> [Your objective]
Please reproduce the listing word for word. Pictures stay out.

[[ Provided information open ]]

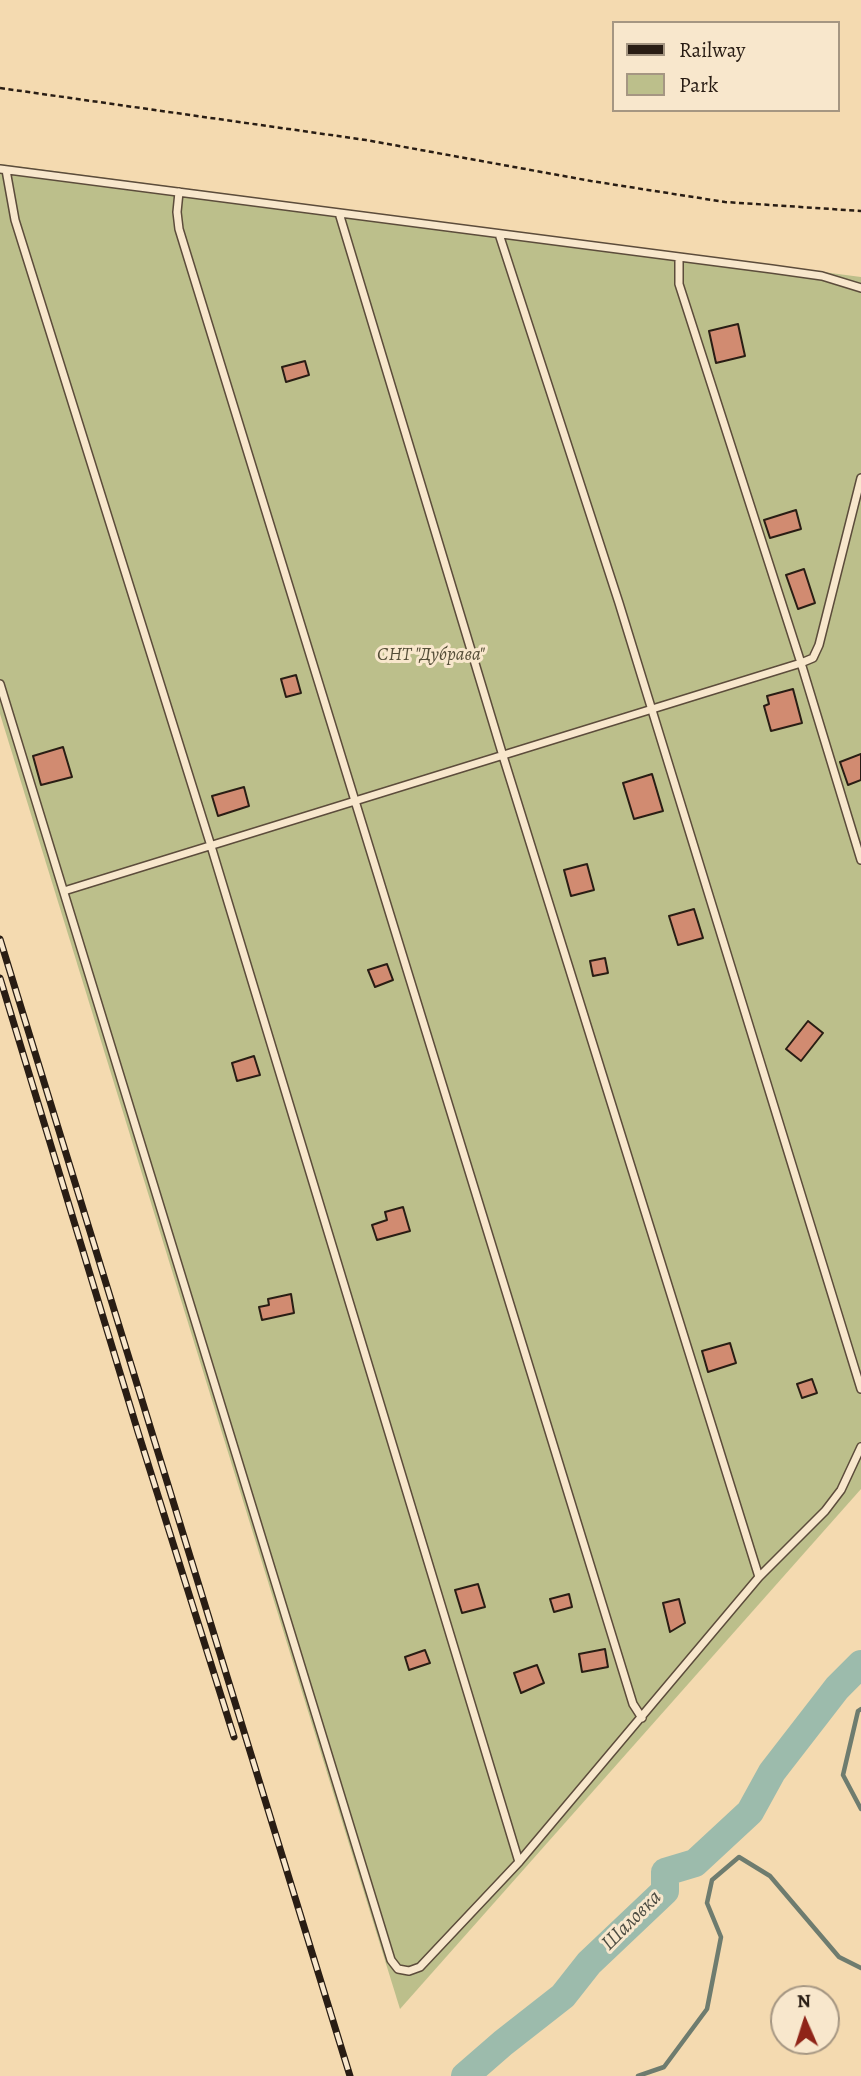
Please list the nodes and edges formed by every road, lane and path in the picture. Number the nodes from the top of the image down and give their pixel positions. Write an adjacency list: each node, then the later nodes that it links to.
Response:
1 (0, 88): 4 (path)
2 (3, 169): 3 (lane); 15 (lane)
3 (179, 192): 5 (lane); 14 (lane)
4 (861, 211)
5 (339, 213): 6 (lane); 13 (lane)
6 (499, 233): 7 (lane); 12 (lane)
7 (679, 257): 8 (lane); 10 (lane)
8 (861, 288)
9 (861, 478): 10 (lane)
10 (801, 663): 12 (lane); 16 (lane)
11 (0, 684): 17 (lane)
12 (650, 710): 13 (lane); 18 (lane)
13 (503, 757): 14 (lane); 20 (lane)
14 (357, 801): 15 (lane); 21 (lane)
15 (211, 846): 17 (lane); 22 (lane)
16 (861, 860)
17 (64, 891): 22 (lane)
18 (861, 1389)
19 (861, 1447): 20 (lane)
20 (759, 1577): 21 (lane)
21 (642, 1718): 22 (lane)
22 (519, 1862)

[[ Provided information closed ]]

> [Response to the task]
Please list the nodes and edges formed by every road, lane and path in the picture. Number the nodes from the top of the image down and give their pixel positions. Write an adjacency list: each node, then the later nodes that it links to.
Response:
1 (0, 88): 4 (path)
2 (3, 169): 3 (lane); 15 (lane)
3 (179, 192): 5 (lane); 14 (lane)
4 (861, 211)
5 (339, 213): 6 (lane); 13 (lane)
6 (499, 233): 7 (lane); 12 (lane)
7 (679, 257): 8 (lane); 10 (lane)
8 (861, 288)
9 (861, 478): 10 (lane)
10 (801, 663): 12 (lane); 16 (lane)
11 (0, 684): 17 (lane)
12 (650, 710): 13 (lane); 18 (lane)
13 (503, 757): 14 (lane); 20 (lane)
14 (357, 801): 15 (lane); 21 (lane)
15 (211, 846): 17 (lane); 22 (lane)
16 (861, 860)
17 (64, 891): 22 (lane)
18 (861, 1389)
19 (861, 1447): 20 (lane)
20 (759, 1577): 21 (lane)
21 (642, 1718): 22 (lane)
22 (519, 1862)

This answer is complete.